“It cracks me up that you took pics of all of the messy places,” she texts.
“Those are all of the beautiful places,” I text back.
And it’s true. Every corner of her home held beauty. All things burst green with the late northern spring in the Oran Valley. We stayed at her place even though she was away, but her family members that remained at home were charming and perfect hosts.
Bruce gathered eggs from the hens’ favorite corner of the barn (why they don’t lay in their coop, no one understands, but chickens are complicated people) and served them up for our Saturday morning breakfast. Tilly had each of us (in genteel rotation) hurl a chunk of tree bark into the brush for her to retrieve. Monty caressed my girl’s neck with his? her? forked tongue and was a welcome, dense, comforting weight in her hands. Not about to be superseded by Thomas Merton, Jag pushed my book aside, curled up in my lap, and dug her claws into my thighs, teaching me something new about pain and pleasure.

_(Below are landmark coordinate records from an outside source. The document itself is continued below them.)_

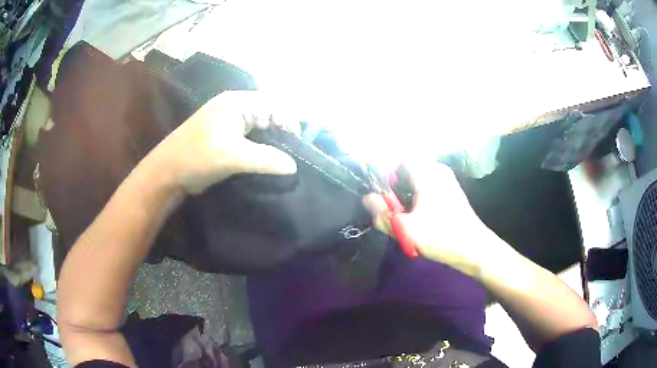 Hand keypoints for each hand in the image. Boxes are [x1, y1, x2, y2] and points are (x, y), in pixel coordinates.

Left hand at [150, 91, 297, 194]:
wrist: (167, 173)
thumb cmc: (196, 158)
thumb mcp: (232, 156)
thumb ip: (266, 159)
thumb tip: (294, 165)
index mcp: (237, 102)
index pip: (275, 104)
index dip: (289, 123)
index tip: (297, 148)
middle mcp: (236, 106)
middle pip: (270, 113)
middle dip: (283, 132)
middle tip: (293, 156)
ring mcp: (230, 121)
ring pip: (262, 127)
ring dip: (273, 142)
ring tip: (284, 160)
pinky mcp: (226, 135)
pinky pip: (252, 137)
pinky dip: (262, 147)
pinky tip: (269, 161)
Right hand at [364, 160, 492, 274]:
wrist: (474, 248)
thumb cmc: (440, 236)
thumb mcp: (406, 229)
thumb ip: (382, 213)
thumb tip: (368, 198)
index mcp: (427, 174)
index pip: (402, 157)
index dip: (388, 170)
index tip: (383, 190)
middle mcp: (438, 171)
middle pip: (410, 166)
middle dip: (398, 182)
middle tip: (394, 204)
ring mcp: (448, 180)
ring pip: (420, 175)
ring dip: (409, 189)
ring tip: (406, 211)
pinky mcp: (452, 191)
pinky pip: (430, 183)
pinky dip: (420, 193)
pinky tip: (420, 213) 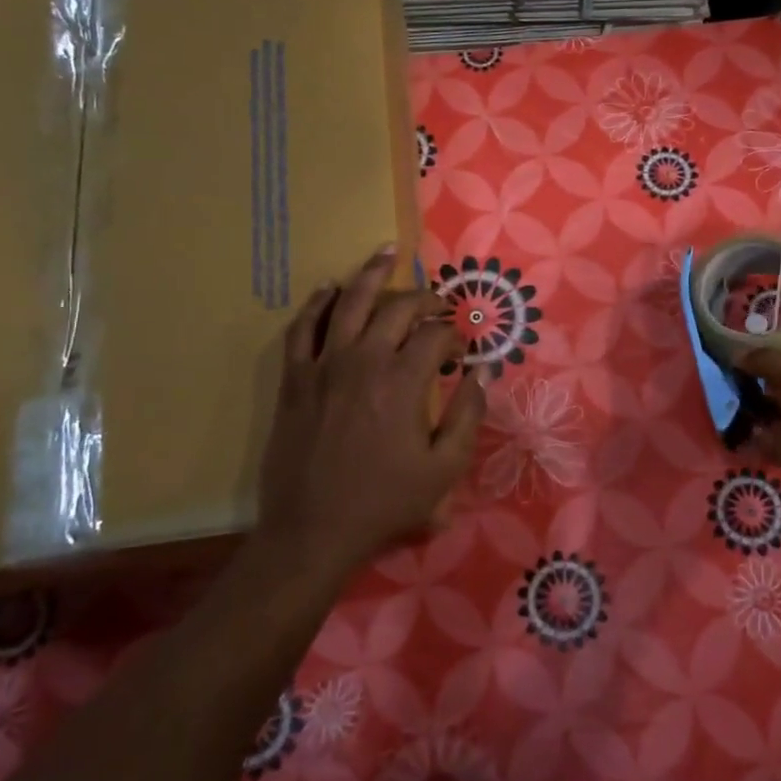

(And then there were those chickens. I couldn’t stop myself–I took about 900 pictures of chickens that weekend. Why? I have no idea, but who wouldn’t take pictures of giant pet birds that wander around outside the house and inside the house and start making noise at 4:30 AM and keep going all day?)
When we were away from the house doing family things, attending the events for which we’d made the trip north in the first place, we talked about what Tilly, Monty, Jag and the chickens might be up to back at the house. And when it was time to leave, certain of us planted kisses on all things canine, feline, and anguine, and there were tears, and long pauses while taking one last look up the hill before closing the car door.
Weeks later, I stand in the kitchen while the tulsi steeps. I reach out and touch each picture and remember sweet birdsong, the squeak of trampoline springs, the crack of a bonfire, the quiet of a stairwell.